Before any proper advice can be given we have to be sure that all
relevant information about income and assets are available. The basis
of the information required is in the Statement of Financial Information
(Form E). The information and the documents that we require for that
- Any written valuation of the matrimonial home which you have obtained in the last six months
- Your most recent mortgage statement
- Statement of all bank, building society and national savings account
which are in credit which you hold or have an interest in including
TESSA’s and ISA’s for the last 12 months
- Any surrender value, quotation which were obtained for any life policies
- If you are in business the last two years accounts and any other
documents upon you based your valuation of your interest in that
- If you have a pension, the value of your pension rights. These are in a special form which we can supply
- If you are an employee your last three payslips and your P60 for the most recently completed financial year
- If you are self employed your accounts for the last two completed accounting years
7 things you should know about Finances after Divorce:
1. Dealing with the finances following a divorce is complex. It is an art rather than a science. Whilst you can agree anything a court has 5 powers and the criteria for exercising those powers are set out in section 25 of the Matrimonial Causes Act 1973.
2. If a divorce is intractable and goes through all the stages that it can do, costs even for a modest divorce can be £20,000 or more but there are ways of financing this. The days when a solicitor could afford to carry a divorce until the property was sold are unfortunately long gone. Solicitors cannot afford to tie up work in progress to the extent that some divorces require and will require you to keep up to date with costs. With the exception of some city firms, the hourly rates charged by family lawyers are reasonably modest. It is simply the length of time involved preparing documents and going to court that is so expensive.
3. Whilst most of the reported cases deal with ‘big money’ i.e. cases where there is more than sufficient money to house both parties – usually considered to be £4 million plus. Most cases are ‘needs’ cases where there is either just enough or not quite enough to re-house both parties and to provide sufficient income for both to live on.
4. You do not have to go through court proceedings. The government are trying to promote mediation although apparently 92% of divorcing couples are unwilling to undertake this. At KBL, our family solicitors are ‘collaborative’ lawyers who have undertaken training to try and resolve issues between parties without recourse to going to court. Typically after both parties disclose all their financial and other details there will be a four-way meeting attended by both parties and their solicitors. The aim is to facilitate the parties coming to an agreement although as solicitors we will give advice and will not let one party take advantage of the other.
5. When your solicitor asks for information – typically so that they can complete a financial statement – provide the information in a timely and efficient fashion. An awful lot of time and money is wasted in trying to chase up a party who is not providing the information requested, or in the format requested.

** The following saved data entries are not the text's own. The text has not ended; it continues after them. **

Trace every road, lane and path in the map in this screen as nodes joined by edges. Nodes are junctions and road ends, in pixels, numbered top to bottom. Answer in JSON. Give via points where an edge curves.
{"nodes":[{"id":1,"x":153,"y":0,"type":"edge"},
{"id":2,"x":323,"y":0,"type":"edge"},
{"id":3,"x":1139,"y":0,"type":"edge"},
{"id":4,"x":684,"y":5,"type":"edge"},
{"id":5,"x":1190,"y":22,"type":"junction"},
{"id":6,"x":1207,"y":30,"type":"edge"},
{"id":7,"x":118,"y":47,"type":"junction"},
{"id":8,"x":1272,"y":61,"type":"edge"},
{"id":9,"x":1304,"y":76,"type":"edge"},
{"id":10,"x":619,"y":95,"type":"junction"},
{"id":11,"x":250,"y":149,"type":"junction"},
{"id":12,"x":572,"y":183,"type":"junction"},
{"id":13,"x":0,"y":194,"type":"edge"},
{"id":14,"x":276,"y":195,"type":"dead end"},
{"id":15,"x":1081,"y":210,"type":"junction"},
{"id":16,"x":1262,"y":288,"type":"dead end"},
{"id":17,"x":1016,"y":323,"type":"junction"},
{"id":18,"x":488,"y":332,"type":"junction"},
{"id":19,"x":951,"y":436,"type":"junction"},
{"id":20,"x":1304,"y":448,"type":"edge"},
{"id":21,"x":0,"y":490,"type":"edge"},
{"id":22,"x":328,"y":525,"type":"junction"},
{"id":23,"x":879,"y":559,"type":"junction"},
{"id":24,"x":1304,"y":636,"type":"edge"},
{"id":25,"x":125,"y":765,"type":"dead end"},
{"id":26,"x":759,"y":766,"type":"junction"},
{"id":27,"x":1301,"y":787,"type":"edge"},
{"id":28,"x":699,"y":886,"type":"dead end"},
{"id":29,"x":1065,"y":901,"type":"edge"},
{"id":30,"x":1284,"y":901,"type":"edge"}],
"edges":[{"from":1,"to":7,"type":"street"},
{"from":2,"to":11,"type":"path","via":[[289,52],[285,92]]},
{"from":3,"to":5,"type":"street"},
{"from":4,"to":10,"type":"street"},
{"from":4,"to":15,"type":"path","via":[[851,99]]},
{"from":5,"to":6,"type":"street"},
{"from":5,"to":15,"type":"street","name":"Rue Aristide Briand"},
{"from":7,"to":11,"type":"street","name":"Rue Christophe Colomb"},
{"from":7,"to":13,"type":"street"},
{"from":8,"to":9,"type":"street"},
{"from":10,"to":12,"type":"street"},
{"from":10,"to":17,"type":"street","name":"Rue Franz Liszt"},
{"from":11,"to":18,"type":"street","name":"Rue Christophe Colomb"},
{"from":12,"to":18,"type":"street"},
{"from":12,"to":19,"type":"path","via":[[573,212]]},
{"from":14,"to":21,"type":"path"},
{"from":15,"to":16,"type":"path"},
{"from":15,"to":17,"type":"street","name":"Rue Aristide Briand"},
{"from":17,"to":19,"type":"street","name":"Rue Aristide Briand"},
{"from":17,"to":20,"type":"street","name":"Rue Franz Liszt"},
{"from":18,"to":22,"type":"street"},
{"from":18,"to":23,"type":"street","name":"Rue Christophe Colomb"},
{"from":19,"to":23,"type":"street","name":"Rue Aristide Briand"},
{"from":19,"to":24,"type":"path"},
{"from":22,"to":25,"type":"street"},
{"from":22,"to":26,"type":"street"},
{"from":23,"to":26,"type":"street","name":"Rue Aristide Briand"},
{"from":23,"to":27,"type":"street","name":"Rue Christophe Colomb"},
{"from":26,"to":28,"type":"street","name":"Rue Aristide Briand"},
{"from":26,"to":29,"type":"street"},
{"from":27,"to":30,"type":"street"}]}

6. Pensions – dealing with pensions is a minefield. Do not go to court and allow a Judge to make a decision if you can possibly avoid it. Despite there being precedents and parameters in which orders are made, each Judge will have personal opinion of what the result should be. There are also regional differences. In London for instance it is usual for a court to make an order for spousal maintenance during joint lives i.e. until the death or remarriage (usually) the wife. In the larger cities this is unlikely and there is more likely to be a ‘term’ of spousal maintenance probably until the children reaches a certain age. In the regional courts it is almost unheard of to give joint life maintenance and in some courts even ‘term’ maintenance is unusual.
7. It is better to agree a result with which you can live rather than risk a Judge making an order with which you cannot live. Appeals are expensive and usually unsuccessful.